Inorganic materials-based light sources have been widely used throughout the last century, ranging from extremely low-efficiency incandescent bulbs to reasonably-efficient light-emitting diodes (LEDs), which are still widely used today regardless of the heavy metals (mercury, gallium, indium) or compounds thereof that they contain, mechanical fragility of the structure, and the cost of disposal. However, organic light-emitting diodes (OLEDs) with higher luminance and efficiency are gaining ground alongside LED-type sources. Devices such as flexible TVs, phones with employed flexible light-emitting and image-generating OLED matrices were already been presented at world exhibitions (CES, CEATEC) and can be purchased on the market. Still the most important issues related with short lifetime of devices remain. Together with materials optical properties OLED efficiency and lifetime is also strongly related with thermal and electrochemical stability of all materials. Around 40-50% of the OLED structures, published in scientific review journals, are formed using commercially available hole transporting materials – TCTA, NPB, TAPC – although their stability has long been called into question.

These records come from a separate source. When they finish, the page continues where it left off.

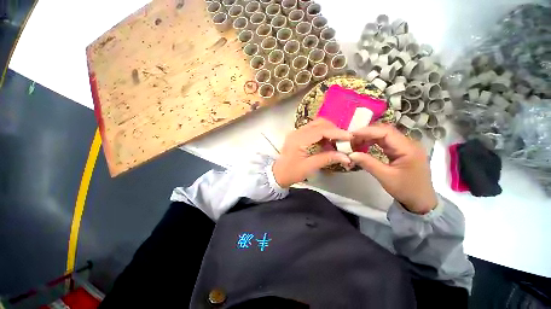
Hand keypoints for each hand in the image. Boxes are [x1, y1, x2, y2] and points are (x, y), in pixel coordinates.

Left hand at [273, 118, 352, 187]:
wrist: (277, 174)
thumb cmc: (291, 172)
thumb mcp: (309, 167)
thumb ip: (327, 159)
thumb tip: (346, 157)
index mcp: (299, 140)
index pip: (321, 130)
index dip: (336, 132)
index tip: (349, 137)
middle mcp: (297, 132)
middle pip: (319, 123)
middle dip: (334, 129)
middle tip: (344, 140)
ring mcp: (296, 132)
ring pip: (316, 125)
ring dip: (328, 130)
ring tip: (337, 141)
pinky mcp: (297, 135)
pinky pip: (312, 130)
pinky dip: (322, 133)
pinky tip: (327, 142)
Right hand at [348, 124, 437, 213]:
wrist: (421, 201)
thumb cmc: (406, 189)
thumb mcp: (385, 177)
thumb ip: (368, 163)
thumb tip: (351, 154)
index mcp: (408, 148)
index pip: (386, 132)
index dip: (368, 131)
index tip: (352, 135)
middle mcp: (408, 143)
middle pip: (385, 131)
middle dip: (367, 133)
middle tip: (351, 139)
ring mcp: (405, 146)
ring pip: (384, 135)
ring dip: (369, 137)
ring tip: (355, 142)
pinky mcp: (401, 151)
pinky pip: (385, 142)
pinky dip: (373, 142)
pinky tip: (364, 145)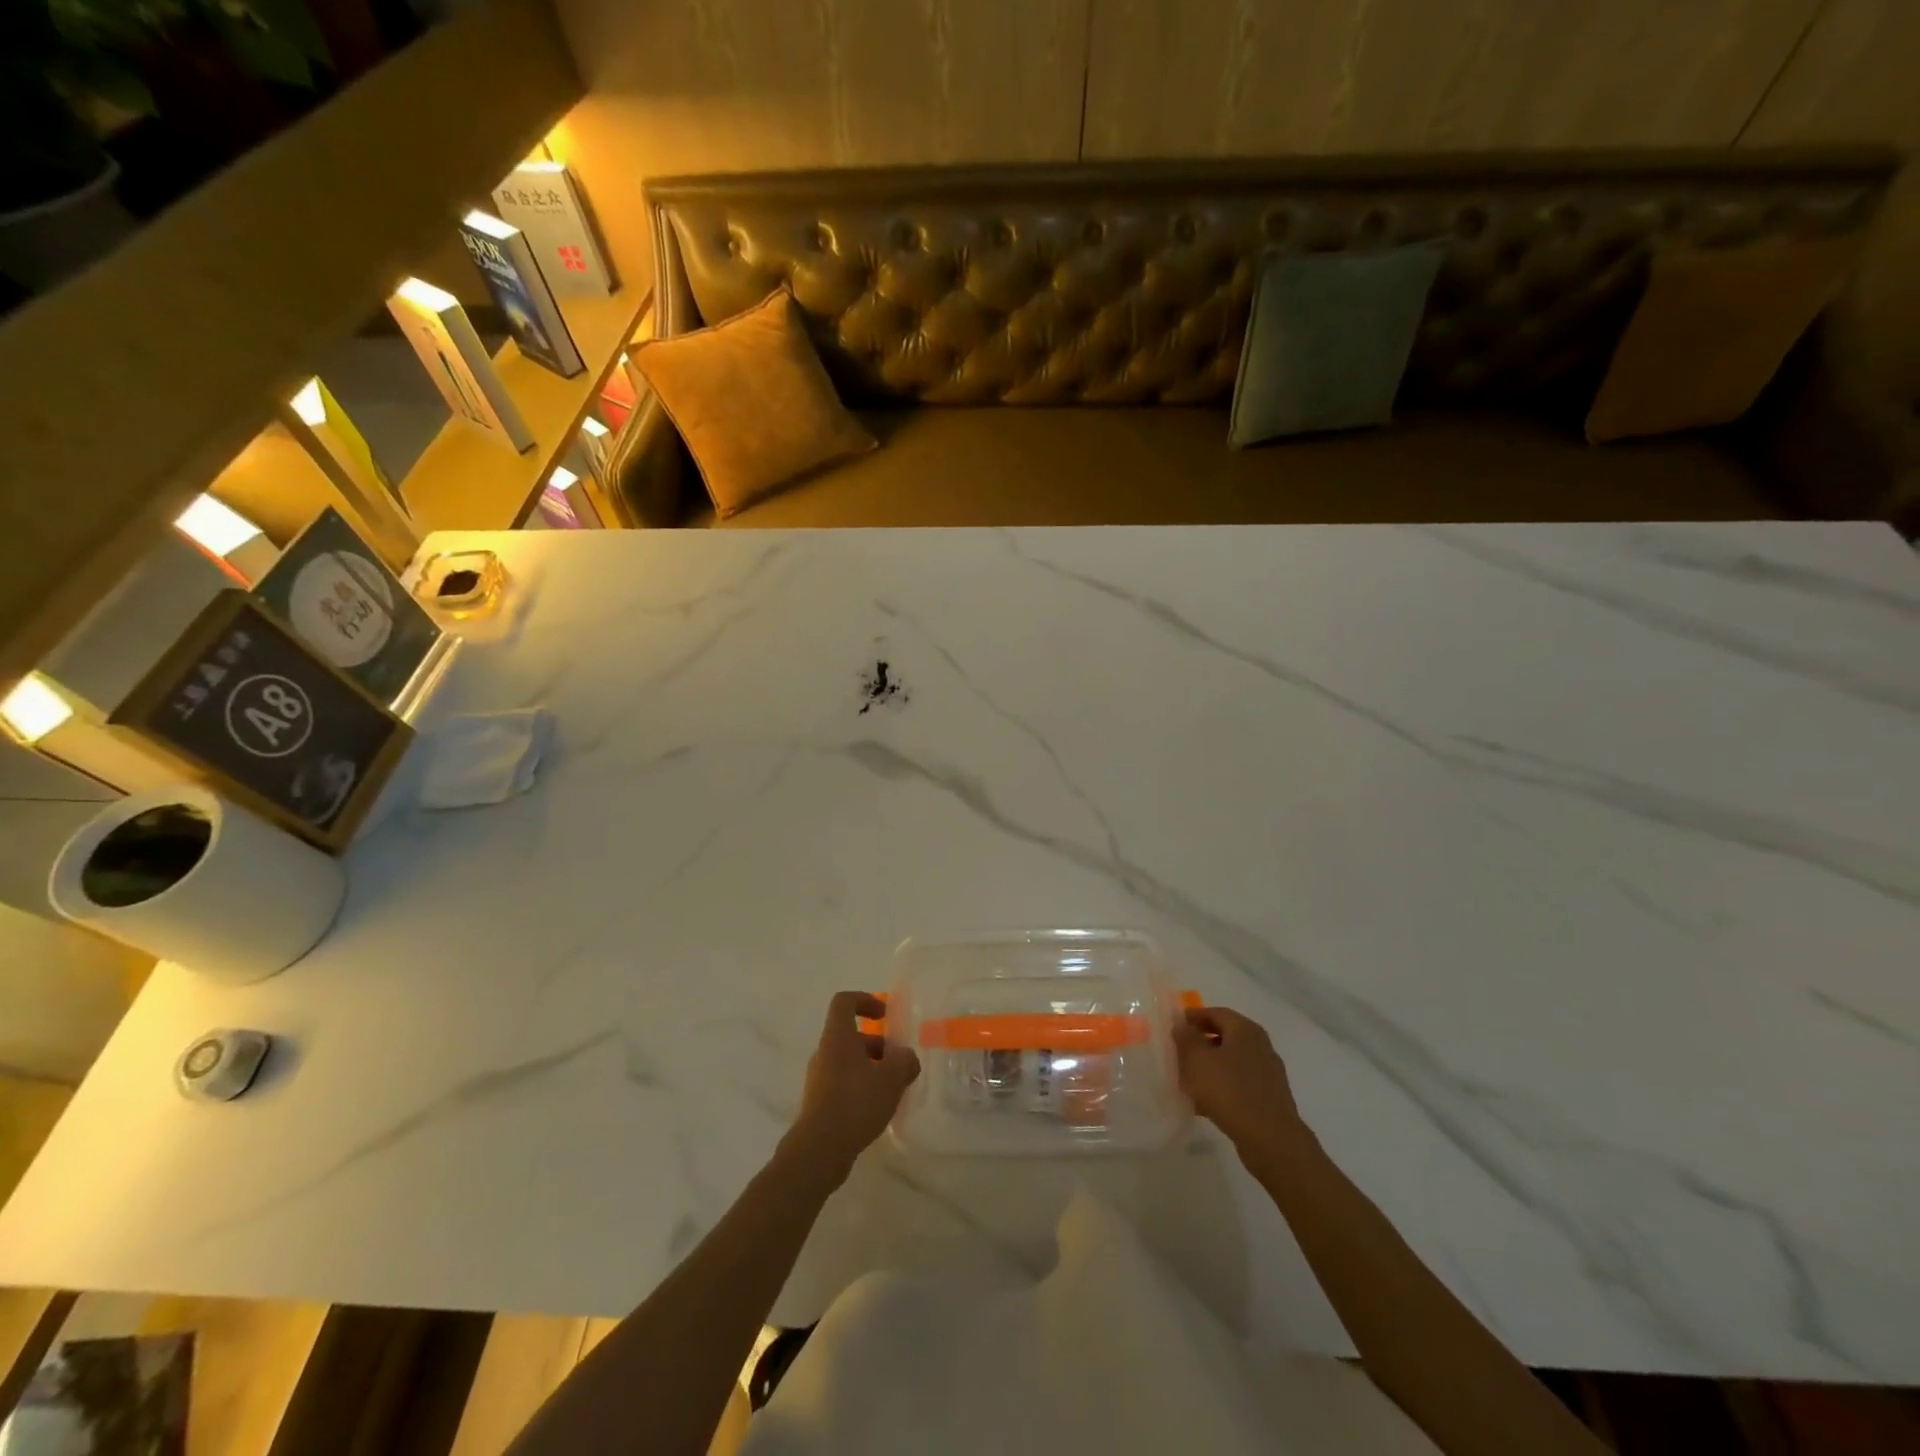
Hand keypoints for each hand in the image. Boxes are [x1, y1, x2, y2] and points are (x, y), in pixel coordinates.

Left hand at [784, 991, 919, 1183]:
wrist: (818, 1151)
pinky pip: (842, 1084)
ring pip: (847, 1062)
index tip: (885, 1016)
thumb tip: (907, 1058)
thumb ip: (905, 1062)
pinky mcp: (818, 1103)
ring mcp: (818, 1079)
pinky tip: (877, 1109)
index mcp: (838, 1037)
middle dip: (877, 1045)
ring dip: (871, 1068)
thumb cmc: (855, 1103)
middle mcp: (824, 1053)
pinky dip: (861, 1088)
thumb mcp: (891, 1079)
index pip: (844, 1002)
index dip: (865, 1000)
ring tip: (892, 1090)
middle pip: (850, 1035)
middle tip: (897, 1063)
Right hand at [1172, 1006, 1312, 1168]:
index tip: (1173, 1026)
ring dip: (1208, 1068)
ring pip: (1229, 1063)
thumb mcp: (1197, 1060)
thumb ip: (1186, 1038)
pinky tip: (1202, 1104)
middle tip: (1177, 1053)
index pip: (1215, 1013)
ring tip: (1185, 1081)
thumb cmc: (1230, 1091)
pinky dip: (1220, 1087)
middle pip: (1223, 1037)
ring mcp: (1266, 1074)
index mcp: (1245, 1030)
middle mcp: (1260, 1046)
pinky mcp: (1268, 1098)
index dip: (1192, 1017)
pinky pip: (1237, 1085)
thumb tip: (1182, 1025)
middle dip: (1199, 1044)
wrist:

Therefore, our aim is related with the tuning of commercially available hole transporting materials (TCTA, MTDATA, NPB, TAPC) by inserting alkoxy or N,N-dialkylamine substituents into their structures, in order to:
-increase the morphological stability of the HTL layers and to enhance the transportation of holes towards the emission layer;
-increase the electrochemical stability of compounds;
-ensure that compounds are capable of forming stable molecular glasses;
-increase compounds HOMO values in order to improve the efficiency of the hole injection from the side of the anode.
Project funding:
This research project is funded by the European Social Fund according to the 2014–2020 Operational Programme for the European Union Funds’ Investments, under measure’s No. 09.3.3-LMT-K-712 activity “Promotion of postdoctoral fellowships studies”.
Project results:
New hole transporting materials which have triphenylamine, carbazole, naphthyl and biphenyl moieties were synthesized and identified. Every target structure possess methoxy, ethoxy and dimethylamine electrondonating groups. During the project thermal, electrochemical, photophysical, photoelectrical, charge transporting and optoelectrical properties of all new derivatives were investigated and compared with the results of commercial counterparts. Additionally, effect of methoxy-substitutions on the hole transport properties of carbazole-based compounds was studied using computational approaches. Results were presented in two international conferences (GSELOP2021 ir IPOE2022) and published in the following high rated journals: Journal of Materials Chemistry C (DOI: 10.1039/d1tc02000e), Physical Chemistry Chemical Physics (DOI: 10.1039/d2cp03811k).